# Problem description
Should a line below contain the word "بريك", report it.

# Entries provided
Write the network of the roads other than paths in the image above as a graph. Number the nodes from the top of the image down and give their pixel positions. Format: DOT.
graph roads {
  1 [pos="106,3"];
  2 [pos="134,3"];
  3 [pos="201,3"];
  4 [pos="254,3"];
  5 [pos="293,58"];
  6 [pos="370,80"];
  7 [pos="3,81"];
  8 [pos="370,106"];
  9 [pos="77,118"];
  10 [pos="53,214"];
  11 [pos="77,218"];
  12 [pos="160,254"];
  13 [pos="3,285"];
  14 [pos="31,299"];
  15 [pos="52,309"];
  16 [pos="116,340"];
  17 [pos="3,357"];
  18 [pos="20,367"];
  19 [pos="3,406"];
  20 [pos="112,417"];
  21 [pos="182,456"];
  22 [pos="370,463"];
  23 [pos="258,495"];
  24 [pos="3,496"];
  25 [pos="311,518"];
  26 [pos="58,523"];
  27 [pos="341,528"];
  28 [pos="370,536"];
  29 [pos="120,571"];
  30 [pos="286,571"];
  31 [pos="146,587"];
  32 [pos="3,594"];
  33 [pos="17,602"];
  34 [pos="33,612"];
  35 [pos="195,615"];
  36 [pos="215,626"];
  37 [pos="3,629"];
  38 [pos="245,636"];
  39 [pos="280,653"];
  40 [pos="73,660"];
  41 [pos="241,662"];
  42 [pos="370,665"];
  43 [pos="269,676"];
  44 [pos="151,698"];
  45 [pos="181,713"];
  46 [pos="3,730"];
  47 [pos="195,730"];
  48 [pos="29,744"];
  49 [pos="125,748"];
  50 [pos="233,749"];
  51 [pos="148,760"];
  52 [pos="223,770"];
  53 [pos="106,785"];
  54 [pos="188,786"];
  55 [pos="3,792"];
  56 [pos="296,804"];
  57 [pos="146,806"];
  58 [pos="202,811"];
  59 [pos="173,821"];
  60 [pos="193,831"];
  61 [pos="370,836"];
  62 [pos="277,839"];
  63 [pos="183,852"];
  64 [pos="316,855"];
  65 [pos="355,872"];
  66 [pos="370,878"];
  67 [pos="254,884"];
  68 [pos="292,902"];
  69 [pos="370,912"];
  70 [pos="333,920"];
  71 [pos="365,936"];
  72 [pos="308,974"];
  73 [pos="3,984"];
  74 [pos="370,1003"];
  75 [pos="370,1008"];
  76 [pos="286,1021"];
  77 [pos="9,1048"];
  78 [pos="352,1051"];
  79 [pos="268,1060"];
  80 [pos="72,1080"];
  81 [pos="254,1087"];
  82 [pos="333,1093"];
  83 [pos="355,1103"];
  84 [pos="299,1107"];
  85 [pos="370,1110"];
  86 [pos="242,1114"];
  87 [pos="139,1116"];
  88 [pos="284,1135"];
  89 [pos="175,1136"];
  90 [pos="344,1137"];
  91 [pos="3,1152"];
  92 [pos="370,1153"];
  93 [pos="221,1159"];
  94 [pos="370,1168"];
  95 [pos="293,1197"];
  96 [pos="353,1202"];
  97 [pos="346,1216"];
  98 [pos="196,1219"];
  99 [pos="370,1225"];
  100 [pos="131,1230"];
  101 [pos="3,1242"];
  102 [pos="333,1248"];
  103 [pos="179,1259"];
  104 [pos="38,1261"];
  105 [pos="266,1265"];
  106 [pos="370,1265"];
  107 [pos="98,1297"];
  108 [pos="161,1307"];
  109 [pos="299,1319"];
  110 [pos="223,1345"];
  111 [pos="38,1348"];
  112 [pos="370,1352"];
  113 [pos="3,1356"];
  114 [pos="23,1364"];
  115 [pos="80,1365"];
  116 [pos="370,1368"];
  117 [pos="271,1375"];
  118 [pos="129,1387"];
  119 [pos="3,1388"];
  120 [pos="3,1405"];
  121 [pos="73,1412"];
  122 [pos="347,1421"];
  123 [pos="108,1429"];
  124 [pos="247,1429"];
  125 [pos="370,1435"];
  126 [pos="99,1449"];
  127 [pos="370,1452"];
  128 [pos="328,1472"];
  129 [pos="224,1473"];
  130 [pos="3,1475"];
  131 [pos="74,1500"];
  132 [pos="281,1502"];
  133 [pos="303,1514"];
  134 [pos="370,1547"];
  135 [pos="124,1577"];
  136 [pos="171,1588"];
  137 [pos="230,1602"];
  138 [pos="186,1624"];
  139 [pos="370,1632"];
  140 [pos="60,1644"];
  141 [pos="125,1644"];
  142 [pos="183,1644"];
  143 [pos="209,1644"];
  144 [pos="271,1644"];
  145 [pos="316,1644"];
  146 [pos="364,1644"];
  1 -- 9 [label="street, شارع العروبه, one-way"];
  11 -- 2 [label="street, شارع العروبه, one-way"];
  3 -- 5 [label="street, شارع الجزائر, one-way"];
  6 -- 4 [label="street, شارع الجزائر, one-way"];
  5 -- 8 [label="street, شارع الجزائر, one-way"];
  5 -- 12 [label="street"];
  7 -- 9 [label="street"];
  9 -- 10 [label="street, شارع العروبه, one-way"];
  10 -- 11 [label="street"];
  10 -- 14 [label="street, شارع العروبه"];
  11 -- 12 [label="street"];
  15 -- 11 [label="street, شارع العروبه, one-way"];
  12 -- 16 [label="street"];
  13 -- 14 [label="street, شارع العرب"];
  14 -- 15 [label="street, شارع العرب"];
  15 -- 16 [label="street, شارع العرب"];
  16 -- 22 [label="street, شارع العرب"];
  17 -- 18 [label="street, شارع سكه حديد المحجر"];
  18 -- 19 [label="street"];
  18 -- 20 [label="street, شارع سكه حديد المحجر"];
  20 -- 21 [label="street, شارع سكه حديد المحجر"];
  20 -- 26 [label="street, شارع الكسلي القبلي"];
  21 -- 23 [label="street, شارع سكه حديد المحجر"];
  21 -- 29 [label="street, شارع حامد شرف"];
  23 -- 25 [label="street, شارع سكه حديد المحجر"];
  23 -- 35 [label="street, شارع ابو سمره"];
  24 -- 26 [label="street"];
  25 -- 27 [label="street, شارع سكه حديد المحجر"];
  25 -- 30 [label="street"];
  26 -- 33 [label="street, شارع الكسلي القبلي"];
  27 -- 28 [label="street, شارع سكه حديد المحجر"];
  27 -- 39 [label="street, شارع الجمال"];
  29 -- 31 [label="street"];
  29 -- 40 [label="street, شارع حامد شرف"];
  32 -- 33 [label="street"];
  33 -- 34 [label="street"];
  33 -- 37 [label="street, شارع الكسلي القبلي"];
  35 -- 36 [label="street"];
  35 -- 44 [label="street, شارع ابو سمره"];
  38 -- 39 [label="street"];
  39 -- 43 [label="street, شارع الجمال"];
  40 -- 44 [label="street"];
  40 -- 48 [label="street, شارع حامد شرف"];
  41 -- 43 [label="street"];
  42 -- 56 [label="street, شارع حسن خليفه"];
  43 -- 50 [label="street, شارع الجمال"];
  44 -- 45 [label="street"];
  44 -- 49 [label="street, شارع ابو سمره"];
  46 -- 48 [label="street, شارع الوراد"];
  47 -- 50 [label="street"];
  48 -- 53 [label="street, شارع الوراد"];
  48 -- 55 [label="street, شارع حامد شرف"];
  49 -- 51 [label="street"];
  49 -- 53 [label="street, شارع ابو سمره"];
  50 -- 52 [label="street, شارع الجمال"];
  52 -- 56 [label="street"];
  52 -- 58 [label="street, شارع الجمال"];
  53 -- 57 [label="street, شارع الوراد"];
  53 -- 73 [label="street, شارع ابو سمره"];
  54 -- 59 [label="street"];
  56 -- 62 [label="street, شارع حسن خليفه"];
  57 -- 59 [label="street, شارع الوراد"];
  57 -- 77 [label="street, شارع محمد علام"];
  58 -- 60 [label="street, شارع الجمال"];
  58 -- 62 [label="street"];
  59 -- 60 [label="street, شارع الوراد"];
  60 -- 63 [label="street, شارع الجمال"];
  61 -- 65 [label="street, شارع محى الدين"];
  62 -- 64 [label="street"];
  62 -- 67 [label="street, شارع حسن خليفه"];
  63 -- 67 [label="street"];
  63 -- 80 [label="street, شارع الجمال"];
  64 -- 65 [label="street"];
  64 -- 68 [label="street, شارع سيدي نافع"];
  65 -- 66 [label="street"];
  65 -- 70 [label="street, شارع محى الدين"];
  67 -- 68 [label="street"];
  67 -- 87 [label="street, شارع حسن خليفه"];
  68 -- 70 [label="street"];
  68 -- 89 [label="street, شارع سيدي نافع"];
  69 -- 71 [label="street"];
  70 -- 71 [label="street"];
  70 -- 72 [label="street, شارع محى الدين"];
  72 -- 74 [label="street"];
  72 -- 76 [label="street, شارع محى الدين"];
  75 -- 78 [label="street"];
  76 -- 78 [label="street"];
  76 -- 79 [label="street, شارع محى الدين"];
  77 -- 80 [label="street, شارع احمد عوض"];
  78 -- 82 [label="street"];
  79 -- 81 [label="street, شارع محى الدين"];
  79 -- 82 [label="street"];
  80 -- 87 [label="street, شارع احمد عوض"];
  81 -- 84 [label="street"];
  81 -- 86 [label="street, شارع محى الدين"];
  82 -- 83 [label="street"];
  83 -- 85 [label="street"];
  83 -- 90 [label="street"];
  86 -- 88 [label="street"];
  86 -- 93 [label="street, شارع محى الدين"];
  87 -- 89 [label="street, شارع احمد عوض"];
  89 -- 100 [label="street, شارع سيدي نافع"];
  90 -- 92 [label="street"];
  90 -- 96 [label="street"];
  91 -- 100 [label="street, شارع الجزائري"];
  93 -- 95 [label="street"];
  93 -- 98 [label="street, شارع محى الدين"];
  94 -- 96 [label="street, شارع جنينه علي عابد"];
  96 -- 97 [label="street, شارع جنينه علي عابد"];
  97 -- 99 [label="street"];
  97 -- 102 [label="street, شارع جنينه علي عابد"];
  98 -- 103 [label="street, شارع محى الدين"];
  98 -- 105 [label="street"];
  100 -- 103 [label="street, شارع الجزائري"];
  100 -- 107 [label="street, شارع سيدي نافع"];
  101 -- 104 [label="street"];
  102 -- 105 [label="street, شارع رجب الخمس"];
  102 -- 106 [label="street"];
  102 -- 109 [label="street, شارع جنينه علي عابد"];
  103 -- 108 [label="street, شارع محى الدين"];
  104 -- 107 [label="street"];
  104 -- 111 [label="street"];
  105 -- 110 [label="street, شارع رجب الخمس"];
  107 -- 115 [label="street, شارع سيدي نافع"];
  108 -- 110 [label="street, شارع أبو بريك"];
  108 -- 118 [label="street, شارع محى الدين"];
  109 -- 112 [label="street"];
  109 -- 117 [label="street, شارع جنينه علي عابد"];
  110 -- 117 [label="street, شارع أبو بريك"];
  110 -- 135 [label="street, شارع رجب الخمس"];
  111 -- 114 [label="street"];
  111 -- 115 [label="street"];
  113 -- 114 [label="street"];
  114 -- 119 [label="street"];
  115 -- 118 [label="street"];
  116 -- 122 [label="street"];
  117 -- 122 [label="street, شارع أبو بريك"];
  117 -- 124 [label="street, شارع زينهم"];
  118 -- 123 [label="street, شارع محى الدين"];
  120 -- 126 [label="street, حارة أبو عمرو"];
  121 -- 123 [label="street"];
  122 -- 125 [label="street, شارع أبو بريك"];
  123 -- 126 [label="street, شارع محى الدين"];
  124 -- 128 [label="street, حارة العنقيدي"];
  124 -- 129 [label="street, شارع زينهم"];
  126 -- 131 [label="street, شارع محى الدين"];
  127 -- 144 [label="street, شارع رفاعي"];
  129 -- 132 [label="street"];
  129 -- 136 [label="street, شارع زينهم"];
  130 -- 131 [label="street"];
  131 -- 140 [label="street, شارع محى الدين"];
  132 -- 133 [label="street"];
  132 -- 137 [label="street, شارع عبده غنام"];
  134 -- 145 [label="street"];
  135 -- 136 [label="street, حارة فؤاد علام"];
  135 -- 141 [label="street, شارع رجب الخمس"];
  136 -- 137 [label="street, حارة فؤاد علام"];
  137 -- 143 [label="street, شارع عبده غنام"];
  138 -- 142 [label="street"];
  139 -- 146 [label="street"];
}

# Result below
  108 -- 110 [label="street, شارع أبو بريك"];
  110 -- 117 [label="street, شارع أبو بريك"];
  117 -- 122 [label="street, شارع أبو بريك"];
  122 -- 125 [label="street, شارع أبو بريك"];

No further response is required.